Price, a 2012 Rose-Hulman graduate who is now a staff validation engineer for Performance Validation in Indianapolis, was happy to use his engineering skill to help others.

"Daniel is an awesome kid, the Wilsons are an awesome family, and I could not be more grateful with being given this opportunity," He states "I'll never forget seeing Daniel engaging in the meetings, seeing the pictures of him wearing his prosthetic weeks after we delivered it, and watching him use it to pick up toys and scratch his mom's back.
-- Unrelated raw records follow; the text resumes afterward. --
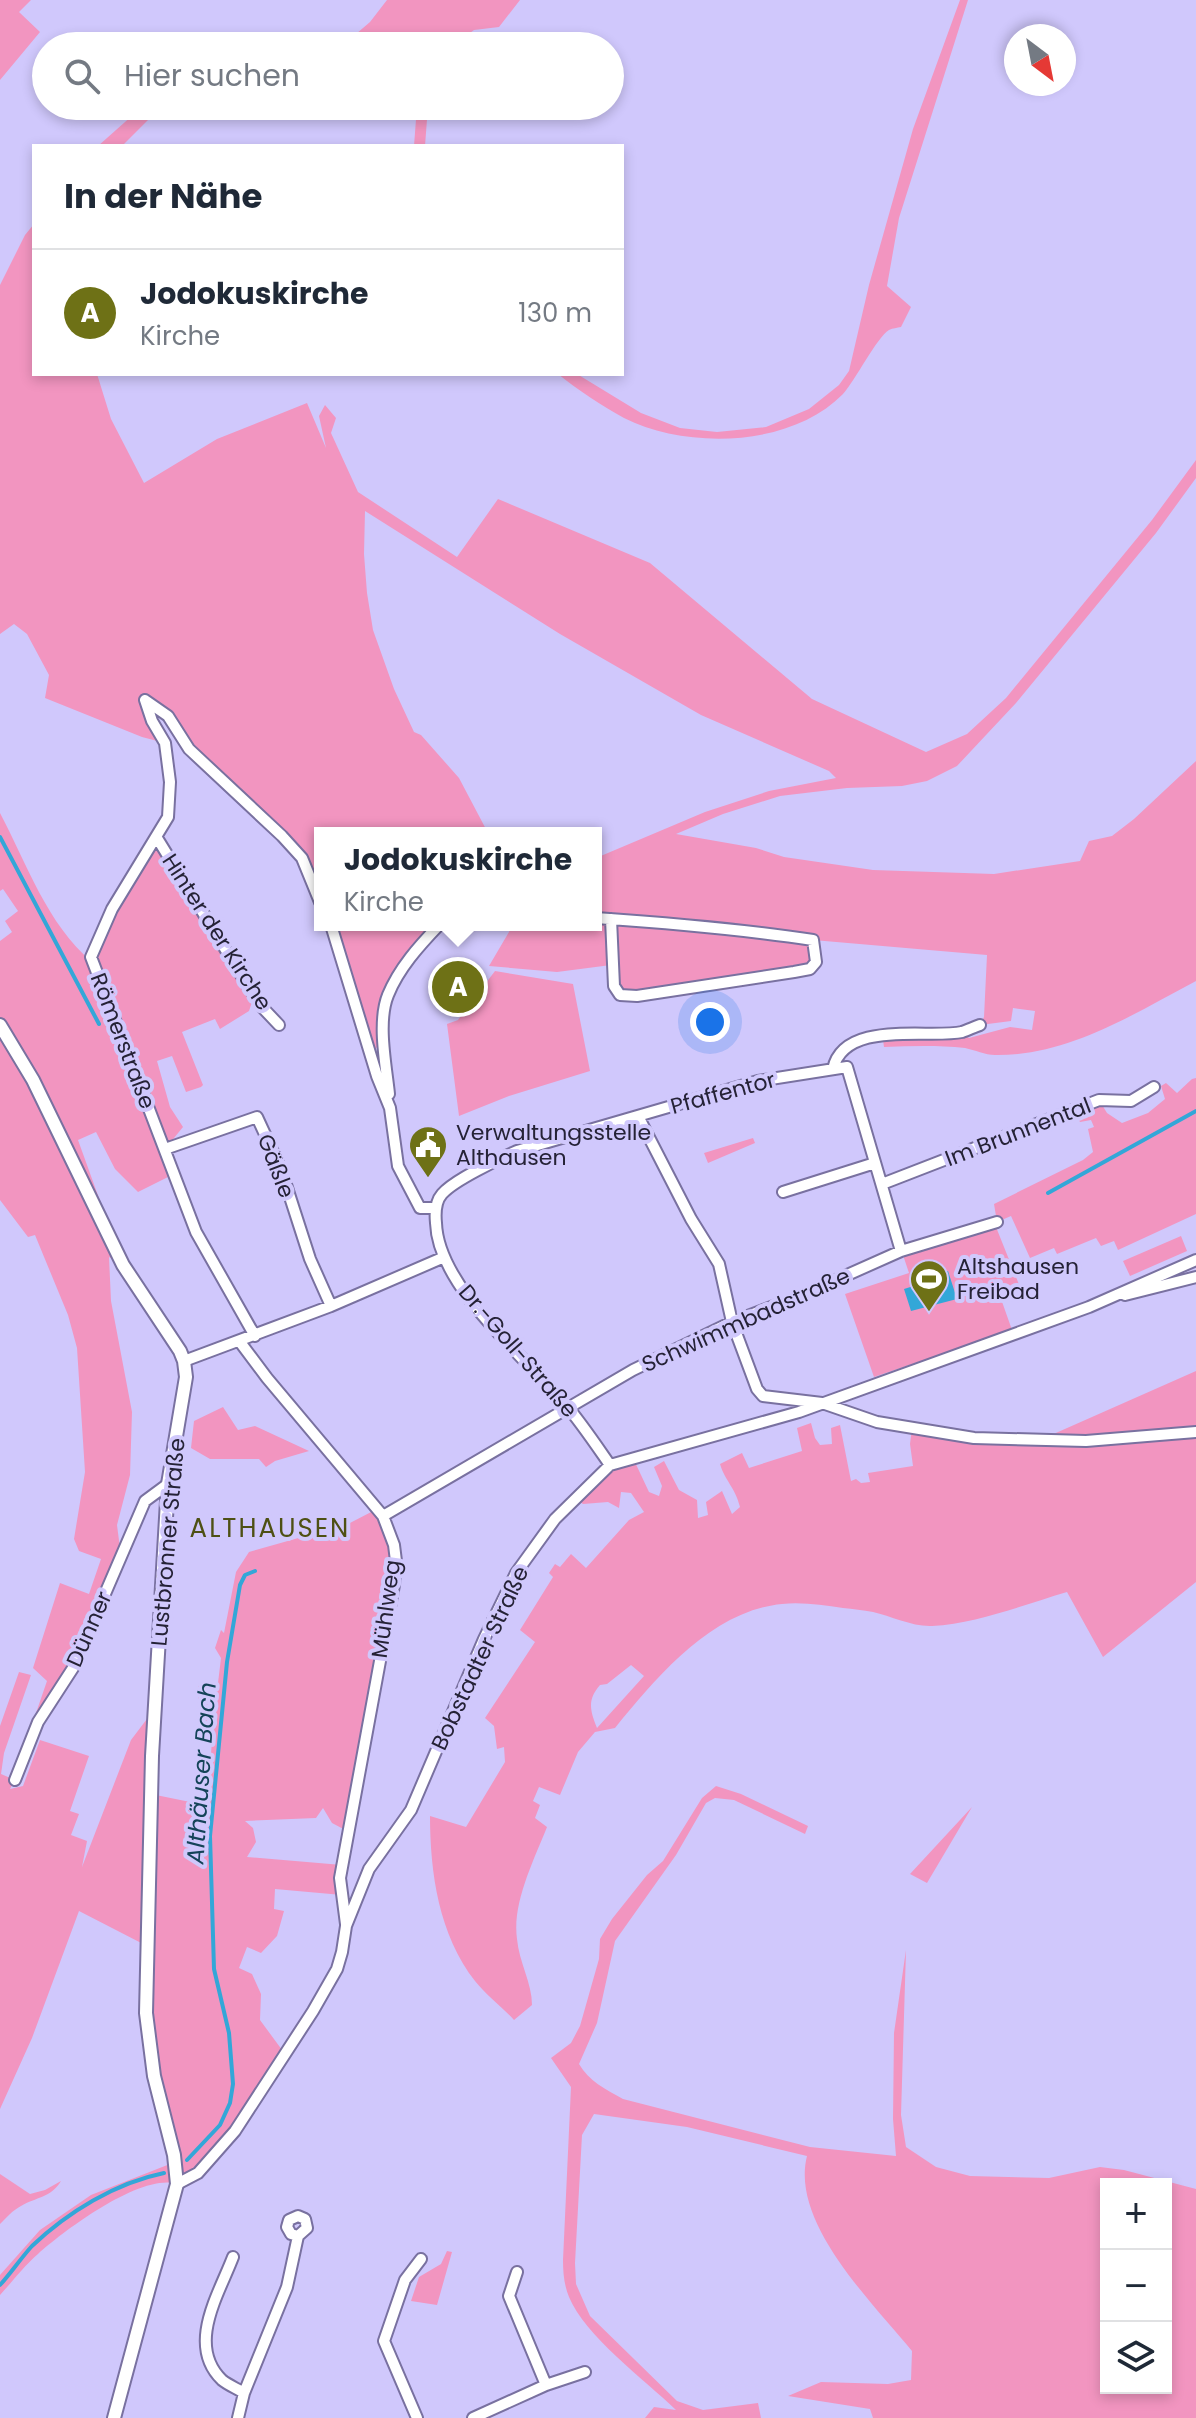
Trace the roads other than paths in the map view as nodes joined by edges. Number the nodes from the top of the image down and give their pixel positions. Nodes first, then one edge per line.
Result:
1 (157, 838) junction
2 (314, 887) edge
3 (602, 918) edge
4 (611, 919) junction
5 (333, 931) edge
6 (433, 931) edge
7 (0, 1025) edge
8 (279, 1025) dead end
9 (980, 1025) dead end
10 (833, 1069) junction
11 (1154, 1087) dead end
12 (390, 1108) junction
13 (638, 1116) junction
14 (165, 1149) junction
15 (875, 1163) junction
16 (882, 1184) junction
17 (783, 1192) dead end
18 (435, 1208) junction
19 (997, 1222) dead end
20 (901, 1251) junction
21 (442, 1258) junction
22 (1196, 1260) edge
23 (1196, 1277) edge
24 (1105, 1300) junction
25 (331, 1306) junction
26 (732, 1322) junction
27 (255, 1336) junction
28 (240, 1342) junction
29 (184, 1361) junction
30 (822, 1403) junction
31 (568, 1406) junction
32 (1196, 1432) edge
33 (610, 1465) junction
34 (168, 1484) junction
35 (383, 1516) junction
36 (15, 1780) dead end
37 (346, 1926) junction
38 (177, 2184) junction
39 (298, 2236) dead end
40 (233, 2257) dead end
41 (421, 2259) dead end
42 (517, 2272) dead end
43 (585, 2372) dead end
44 (546, 2385) junction
45 (244, 2393) junction
46 (114, 2418) edge
47 (238, 2418) edge
48 (417, 2418) edge
49 (473, 2418) edge

1 - 2 street, Römerstraße
1 - 8 street, Hinter der Kirche
1 - 14 street, Römerstraße
3 - 4 street
4 - 4 street
5 - 12 street
6 - 12 street
7 - 29 street
9 - 10 street
10 - 13 street, Pfaffentor
10 - 15 street, Pfaffentor
11 - 16 street, Im Brunnental
12 - 18 street
13 - 18 street, Pfaffentor
13 - 26 street
14 - 25 street, Gäßle
14 - 27 street, Römerstraße
15 - 16 street
15 - 17 street
16 - 20 street
18 - 21 street
19 - 20 street, Schwimmbadstraße
20 - 26 street, Schwimmbadstraße
21 - 25 street
21 - 31 street, Dr.-Goll-Straße
22 - 24 street, Bobstadter Straße
23 - 24 street
24 - 30 street, Bobstadter Straße
25 - 27 street
26 - 30 street
26 - 31 street, Schwimmbadstraße
27 - 28 street
28 - 29 street
28 - 35 street, Mühlweg
29 - 34 street, Lustbronner Straße
30 - 32 street
30 - 33 street, Bobstadter Straße
31 - 33 street, Dr.-Goll-Straße
31 - 35 street, Schwimmbadstraße
33 - 37 street, Bobstadter Straße
34 - 36 street, Dünner
34 - 38 street, Lustbronner Straße
35 - 37 street, Mühlweg
37 - 38 street, Bobstadter Straße
38 - 46 street
39 - 45 street
40 - 45 street
41 - 48 street
42 - 44 street
43 - 44 street
44 - 49 street
45 - 47 street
There's no better feeling than that of making a difference in someone's life."

Calhoun is now a graduate student at The Ohio State University.

The prosthesis was one of 12 biomedical engineering capstone projects completed in 2011-12, under the supervision of professors Kay C Dee, Ph.D, Glen Livesay, Ph.D., and Renee Rogge, Ph.D. Other devices constructed included a custom-designed walker for a kindergarten student, a vest-like device that corrects proprioception dysfunction and severely-slouched shoulders for children, a lightweight brace that corrects ankle pronation, and an insole device that measures and redistributes the stresses on an athlete's foot. The projects receive support from a National Science Foundation grant.
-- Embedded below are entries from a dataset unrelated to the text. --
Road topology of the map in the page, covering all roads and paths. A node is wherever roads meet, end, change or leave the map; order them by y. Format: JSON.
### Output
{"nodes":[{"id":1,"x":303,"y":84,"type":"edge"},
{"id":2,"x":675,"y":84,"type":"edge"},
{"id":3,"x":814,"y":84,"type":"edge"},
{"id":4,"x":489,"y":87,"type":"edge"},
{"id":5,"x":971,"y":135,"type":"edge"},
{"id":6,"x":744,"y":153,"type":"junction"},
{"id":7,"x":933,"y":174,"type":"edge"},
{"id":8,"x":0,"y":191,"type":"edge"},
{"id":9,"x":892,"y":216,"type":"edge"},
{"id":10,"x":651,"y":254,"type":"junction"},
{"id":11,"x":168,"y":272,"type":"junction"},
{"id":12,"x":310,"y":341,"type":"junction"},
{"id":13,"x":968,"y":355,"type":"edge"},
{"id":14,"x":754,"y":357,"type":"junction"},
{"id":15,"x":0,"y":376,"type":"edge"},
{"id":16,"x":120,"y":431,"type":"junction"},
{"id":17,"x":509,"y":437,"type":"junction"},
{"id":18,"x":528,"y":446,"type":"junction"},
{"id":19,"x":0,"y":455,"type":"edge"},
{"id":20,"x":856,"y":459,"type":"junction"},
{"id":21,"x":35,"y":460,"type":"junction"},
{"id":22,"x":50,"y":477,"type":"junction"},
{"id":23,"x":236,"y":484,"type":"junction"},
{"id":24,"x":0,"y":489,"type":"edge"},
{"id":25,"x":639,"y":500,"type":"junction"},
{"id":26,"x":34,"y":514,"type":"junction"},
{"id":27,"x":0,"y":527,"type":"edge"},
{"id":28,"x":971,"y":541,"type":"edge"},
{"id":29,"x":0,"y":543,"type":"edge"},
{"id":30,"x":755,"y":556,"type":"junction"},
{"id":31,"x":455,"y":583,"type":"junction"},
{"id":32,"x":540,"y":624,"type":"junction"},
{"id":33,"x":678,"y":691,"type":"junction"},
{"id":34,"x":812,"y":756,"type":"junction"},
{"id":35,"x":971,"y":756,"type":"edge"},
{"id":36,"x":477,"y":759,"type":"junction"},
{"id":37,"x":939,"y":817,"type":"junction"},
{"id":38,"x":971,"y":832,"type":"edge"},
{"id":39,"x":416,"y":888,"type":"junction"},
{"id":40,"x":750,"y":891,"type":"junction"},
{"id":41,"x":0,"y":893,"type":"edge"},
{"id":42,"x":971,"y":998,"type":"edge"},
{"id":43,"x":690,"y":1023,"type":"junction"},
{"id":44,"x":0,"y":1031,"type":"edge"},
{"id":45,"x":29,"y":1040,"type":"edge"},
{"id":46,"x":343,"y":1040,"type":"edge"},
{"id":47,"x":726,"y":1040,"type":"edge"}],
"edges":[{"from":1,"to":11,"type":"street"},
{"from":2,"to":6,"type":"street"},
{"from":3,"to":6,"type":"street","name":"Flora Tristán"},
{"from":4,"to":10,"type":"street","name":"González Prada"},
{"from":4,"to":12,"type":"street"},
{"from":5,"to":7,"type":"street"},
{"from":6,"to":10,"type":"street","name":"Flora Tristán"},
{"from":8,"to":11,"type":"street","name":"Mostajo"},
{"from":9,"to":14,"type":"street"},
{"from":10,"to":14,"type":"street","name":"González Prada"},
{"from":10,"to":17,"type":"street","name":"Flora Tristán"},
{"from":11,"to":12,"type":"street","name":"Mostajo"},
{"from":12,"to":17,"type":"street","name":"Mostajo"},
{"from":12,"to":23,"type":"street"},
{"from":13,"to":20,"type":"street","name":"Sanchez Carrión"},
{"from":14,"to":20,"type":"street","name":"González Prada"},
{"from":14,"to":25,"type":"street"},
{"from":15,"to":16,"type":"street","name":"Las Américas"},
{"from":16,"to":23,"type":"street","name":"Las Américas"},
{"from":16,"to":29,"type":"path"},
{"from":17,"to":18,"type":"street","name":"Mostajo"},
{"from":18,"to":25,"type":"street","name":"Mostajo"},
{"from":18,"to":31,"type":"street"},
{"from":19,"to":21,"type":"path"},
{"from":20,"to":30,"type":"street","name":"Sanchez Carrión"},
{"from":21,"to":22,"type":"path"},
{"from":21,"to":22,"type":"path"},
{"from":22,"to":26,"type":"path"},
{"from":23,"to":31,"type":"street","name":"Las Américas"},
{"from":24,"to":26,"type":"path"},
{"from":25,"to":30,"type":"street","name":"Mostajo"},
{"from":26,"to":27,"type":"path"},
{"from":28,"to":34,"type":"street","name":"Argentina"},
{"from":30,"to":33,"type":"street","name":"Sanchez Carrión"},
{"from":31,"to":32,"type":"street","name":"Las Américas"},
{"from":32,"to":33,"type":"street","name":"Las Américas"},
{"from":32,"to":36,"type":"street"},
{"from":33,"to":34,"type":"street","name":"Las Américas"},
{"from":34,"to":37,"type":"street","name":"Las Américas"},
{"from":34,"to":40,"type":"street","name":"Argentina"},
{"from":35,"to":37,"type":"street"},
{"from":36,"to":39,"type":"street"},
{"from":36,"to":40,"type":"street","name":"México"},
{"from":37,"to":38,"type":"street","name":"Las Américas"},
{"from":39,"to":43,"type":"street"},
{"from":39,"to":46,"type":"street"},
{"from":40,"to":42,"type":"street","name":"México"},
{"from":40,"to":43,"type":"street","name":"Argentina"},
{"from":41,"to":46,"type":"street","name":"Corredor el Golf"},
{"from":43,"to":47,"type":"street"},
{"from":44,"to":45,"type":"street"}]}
"Real projects for real clients help our students make real connections to what they can do with engineering," states Livesay. "The team that worked with Daniel really exemplifies what we're striving for in design: creative solutions and lots of hard work that enable our students to have a strong, positive impact on the lives of people in our community."
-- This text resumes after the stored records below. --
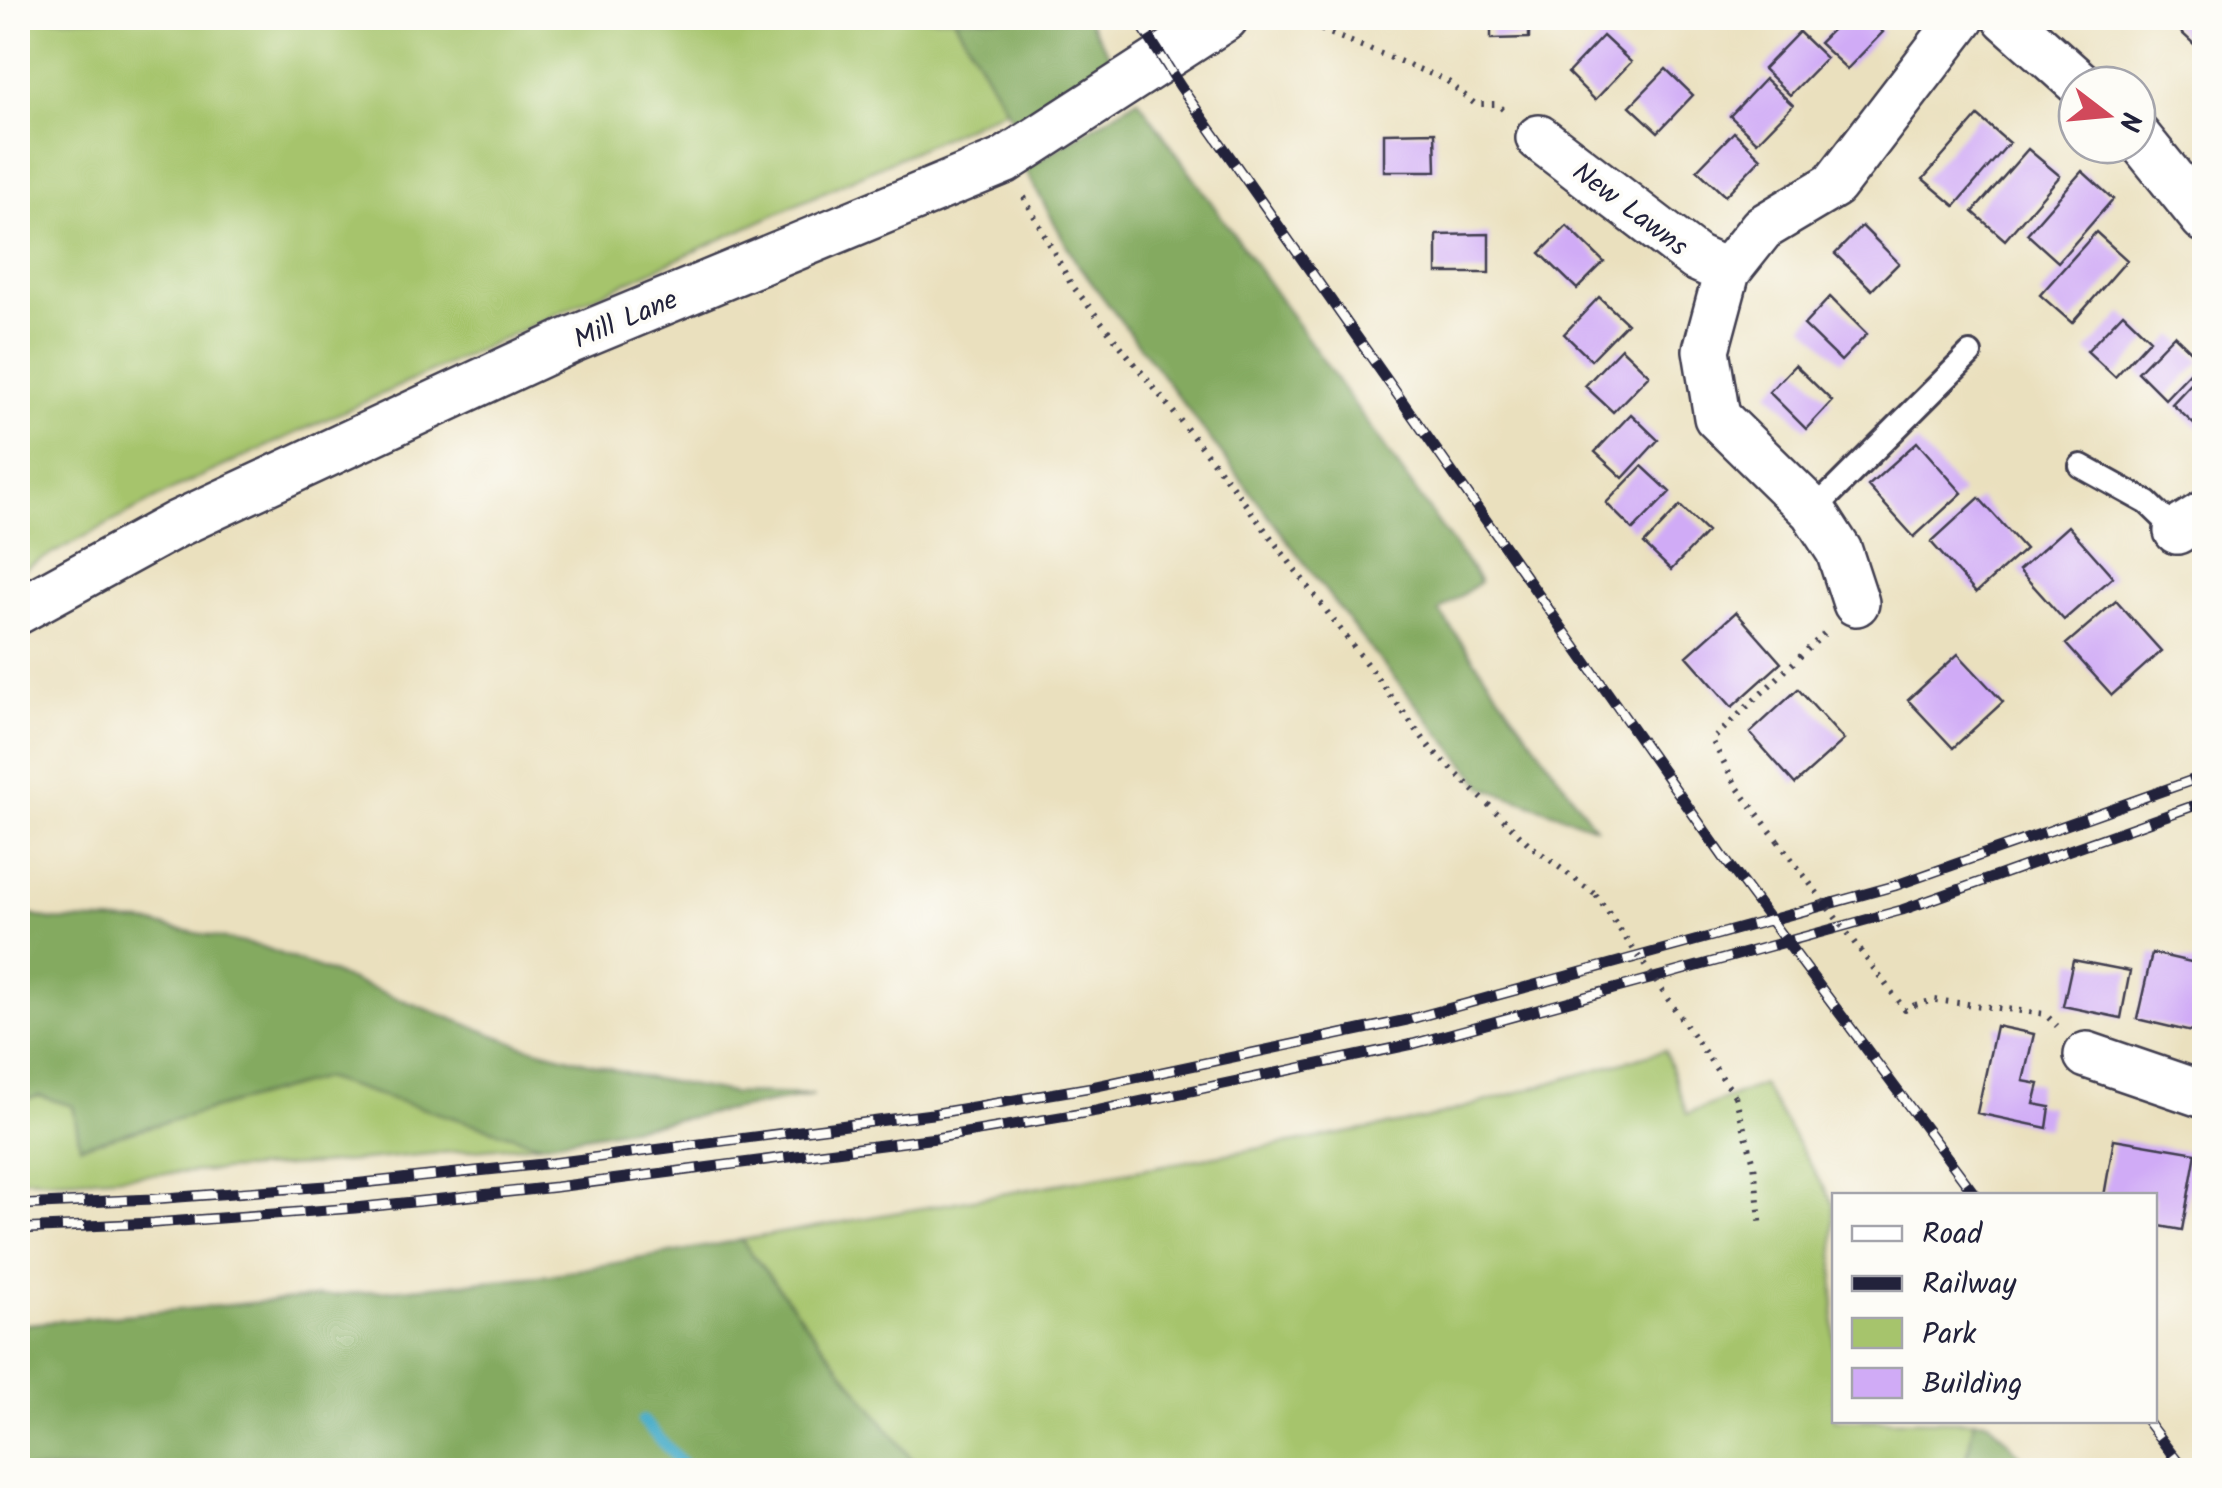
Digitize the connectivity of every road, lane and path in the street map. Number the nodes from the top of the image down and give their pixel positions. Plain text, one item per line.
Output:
1 (1225, 18) edge
2 (1292, 18) edge
3 (1962, 18) edge
4 (2006, 18) edge
5 (2059, 65) edge
6 (1539, 138) joint
7 (1004, 161) junction
8 (2157, 161) edge
9 (2204, 220) edge
10 (1727, 272) junction
11 (1970, 354) dead end
12 (2081, 466) dead end
13 (1813, 511) junction
14 (2191, 522) edge
15 (1856, 603) joint
16 (18, 611) edge
17 (2086, 1055) joint
18 (2204, 1095) edge
19 (1761, 1229) dead end

1 - 7 street, Mill Lane
2 - 6 path
3 - 10 street
4 - 5 street
6 - 10 street, New Lawns
7 - 16 street, Mill Lane
7 - 19 path, bridge
8 - 9 street
10 - 13 street
11 - 13 lane
12 - 14 lane
13 - 15 street
15 - 17 path, bridge
17 - 18 street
Trying Out Prosthesis: Daniel Wilson, 8, from Rockville, Indiana, uses the prosthetic device that was specially designed for him by Rose-Hulman Institute of Technology 2012 biomedical engineering graduates Mark Calhoun (left) and Jacob Price.


Dee adds, "Design projects let our students use all of the skills in their 'toolbox': professionalism, creativity, technical knowledge, interpersonal and communication skills, independent time management skills, hands-on building, and technical documentation skills. These are incredible learning opportunities for our students."

Siemens PLM Software provided Rose-Hulman a $27.8 million in-kind software grant last year to provide the college and its students with the latest advanced hands-on training tools to lead the next generation of engineers for innovative, high-tech careers. The software is being used by students to develop cutting-edge technology in classrooms, laboratories, and advanced transportation competition teams.

"At Rose-Hulman, students work with the latest software and simulation programs from Siemens PLM Software to create a lot of exciting projects," states Boswell.

Daniel's story has spread across the internet from Scientific American to FastCompany.